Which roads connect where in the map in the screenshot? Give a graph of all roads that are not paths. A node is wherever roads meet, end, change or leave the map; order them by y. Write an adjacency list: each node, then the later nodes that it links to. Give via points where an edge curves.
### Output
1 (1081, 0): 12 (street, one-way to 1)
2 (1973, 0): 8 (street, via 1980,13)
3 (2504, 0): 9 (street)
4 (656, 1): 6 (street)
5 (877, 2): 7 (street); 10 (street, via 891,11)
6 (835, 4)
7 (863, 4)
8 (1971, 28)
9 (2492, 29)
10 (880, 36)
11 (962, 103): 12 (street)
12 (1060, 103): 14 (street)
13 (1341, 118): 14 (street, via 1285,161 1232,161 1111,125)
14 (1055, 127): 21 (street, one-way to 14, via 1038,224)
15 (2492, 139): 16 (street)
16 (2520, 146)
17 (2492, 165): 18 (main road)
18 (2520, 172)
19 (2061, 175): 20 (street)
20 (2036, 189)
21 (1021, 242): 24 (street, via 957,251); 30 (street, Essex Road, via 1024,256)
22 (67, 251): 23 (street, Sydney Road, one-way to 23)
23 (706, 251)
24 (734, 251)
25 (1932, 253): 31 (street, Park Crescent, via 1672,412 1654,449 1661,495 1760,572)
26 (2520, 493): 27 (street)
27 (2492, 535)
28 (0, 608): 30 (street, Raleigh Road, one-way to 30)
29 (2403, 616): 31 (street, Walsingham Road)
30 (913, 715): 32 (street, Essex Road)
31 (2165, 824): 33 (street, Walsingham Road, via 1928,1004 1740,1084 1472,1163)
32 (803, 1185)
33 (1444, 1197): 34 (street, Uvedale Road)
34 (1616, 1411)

===============

- The problem: For this task, set down the entire listing word for word.

- Written reply:
Which roads connect where in the map in the screenshot? Give a graph of all roads that are not paths. A node is wherever roads meet, end, change or leave the map; order them by y. Write an adjacency list: each node, then the later nodes that it links to. Give via points where an edge curves.
### Output
1 (1081, 0): 12 (street, one-way to 1)
2 (1973, 0): 8 (street, via 1980,13)
3 (2504, 0): 9 (street)
4 (656, 1): 6 (street)
5 (877, 2): 7 (street); 10 (street, via 891,11)
6 (835, 4)
7 (863, 4)
8 (1971, 28)
9 (2492, 29)
10 (880, 36)
11 (962, 103): 12 (street)
12 (1060, 103): 14 (street)
13 (1341, 118): 14 (street, via 1285,161 1232,161 1111,125)
14 (1055, 127): 21 (street, one-way to 14, via 1038,224)
15 (2492, 139): 16 (street)
16 (2520, 146)
17 (2492, 165): 18 (main road)
18 (2520, 172)
19 (2061, 175): 20 (street)
20 (2036, 189)
21 (1021, 242): 24 (street, via 957,251); 30 (street, Essex Road, via 1024,256)
22 (67, 251): 23 (street, Sydney Road, one-way to 23)
23 (706, 251)
24 (734, 251)
25 (1932, 253): 31 (street, Park Crescent, via 1672,412 1654,449 1661,495 1760,572)
26 (2520, 493): 27 (street)
27 (2492, 535)
28 (0, 608): 30 (street, Raleigh Road, one-way to 30)
29 (2403, 616): 31 (street, Walsingham Road)
30 (913, 715): 32 (street, Essex Road)
31 (2165, 824): 33 (street, Walsingham Road, via 1928,1004 1740,1084 1472,1163)
32 (803, 1185)
33 (1444, 1197): 34 (street, Uvedale Road)
34 (1616, 1411)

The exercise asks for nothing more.